The pleasure of the superhero comic narrative is one in which the villain is known, caught, punished. Brought to justice. I was reading Conor Friedersdorf in the Atlantic, on how a wide variety of prominent politicians and pundits have made room for torture, ranging from George Bush to Rush Limbaugh, Marc Thiessen to Bill Kristol, all the way to Obama, who refused to order the Justice Department to prosecute officials from the Bush administration and the CIA, and in doing so, ignored treaties ratified by the Senate under Reagan. Friedersdorf quotes from an earlier, prescient essay by Phyllis Rose, from the Atlantic in 1986, and useful for us to think of in our relationship to our superheroes:

Righteousness, as much as viciousness, produces torture. There aren’t squads of sadists beating down the doors to the torture chambers begging for jobs. Rather, as a recent book on torture by Edward Peters says, the institution of torture creates sadists; the weight of a culture, Peters suggests, is necessary to recruit torturers.

You have to convince people that they are working for a great goal in order to get them to overcome their repugnance to the task of causing physical pain to another person.
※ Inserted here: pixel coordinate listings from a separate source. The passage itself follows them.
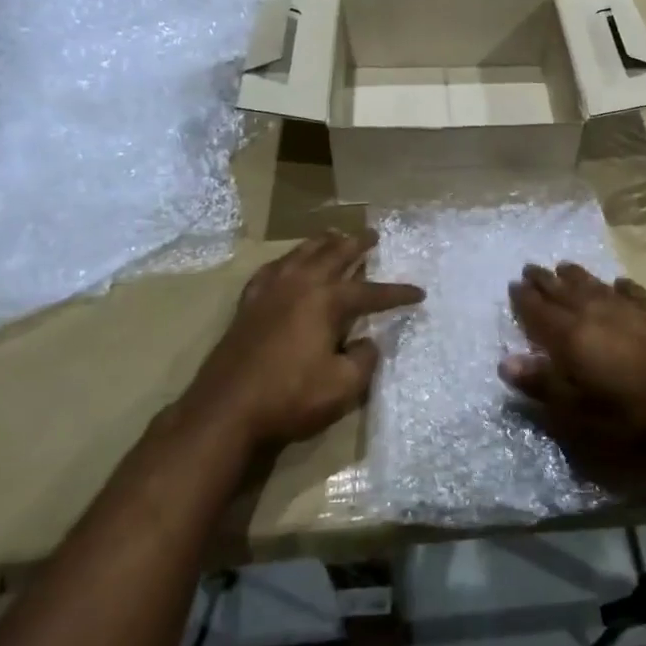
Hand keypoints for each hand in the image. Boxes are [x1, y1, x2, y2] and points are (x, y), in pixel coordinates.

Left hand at [189, 229, 423, 451]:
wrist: (226, 410)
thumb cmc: (290, 397)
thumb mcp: (343, 386)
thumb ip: (364, 359)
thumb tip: (367, 342)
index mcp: (326, 301)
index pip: (370, 292)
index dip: (397, 293)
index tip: (419, 293)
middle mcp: (299, 285)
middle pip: (334, 254)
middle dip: (357, 244)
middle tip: (373, 235)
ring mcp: (270, 290)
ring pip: (301, 253)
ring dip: (323, 243)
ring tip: (335, 236)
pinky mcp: (248, 303)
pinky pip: (272, 268)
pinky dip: (288, 260)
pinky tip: (289, 263)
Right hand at [502, 263, 645, 449]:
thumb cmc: (625, 413)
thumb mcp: (575, 410)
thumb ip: (540, 383)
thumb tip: (505, 362)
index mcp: (569, 335)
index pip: (538, 310)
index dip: (523, 298)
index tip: (513, 284)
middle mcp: (593, 312)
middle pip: (562, 291)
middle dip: (544, 280)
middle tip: (530, 268)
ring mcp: (626, 308)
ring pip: (594, 285)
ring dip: (576, 275)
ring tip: (564, 266)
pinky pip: (632, 291)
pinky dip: (620, 286)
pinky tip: (618, 283)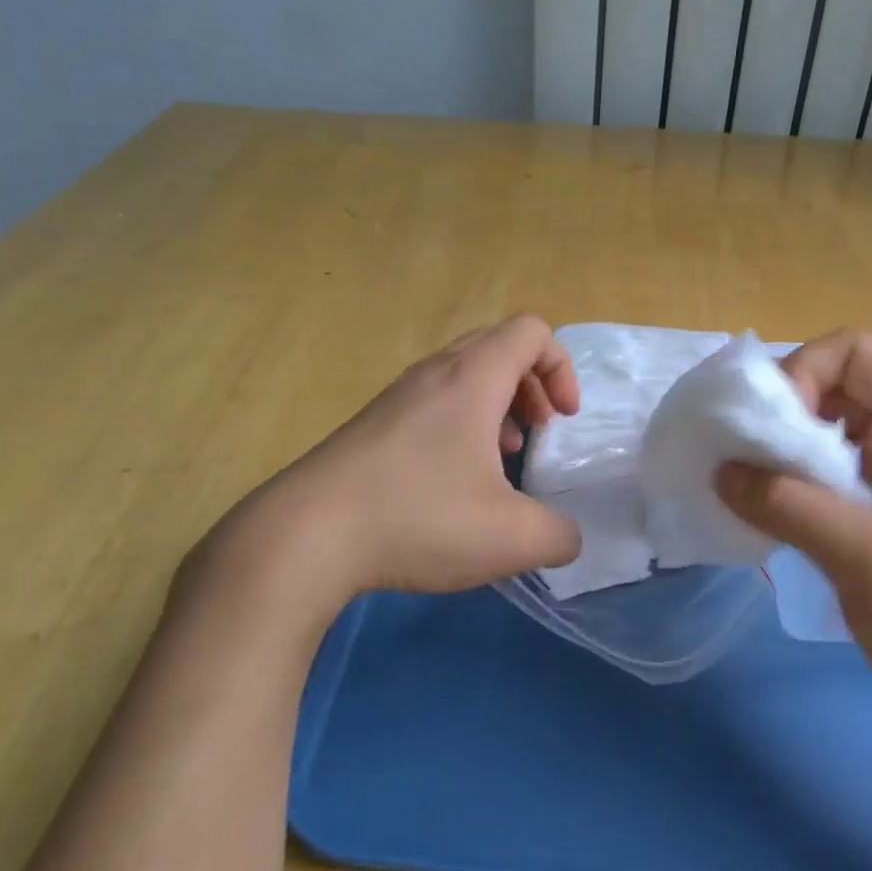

Usually the great goal is the preservation of society, and the victim is presented to the torturer as being in some way out to destroy it.

Captain America punching Hitler in the jaw is Captain America knocking him across the room with the weight of the culture. The X-Men going from multiracial to white to needing a white Messiah is the weight of the culture. The Avengers becoming black-ops agents is the weight of the culture. Thor, Captain America, and X-Men movies coming out simultaneously this summer is the weight of the culture. If a comic book can get us into World War II, can one get us out of Afghanistan? When can a hero be someone without a mask, who ends a war?

Why is a nation with a black leader and a future white minority dreaming of white heroes who save the world, and their white god allies? When do we get a hero who does not need superpowers? And what if he didn’t need to go outside the law? What if our dream was that the law worked, and then it came true?

I sometimes think I’ve already had what I wanted from my heroes, all those years ago. The X-Men taught me to survive childhood. But isn’t there more work to be done?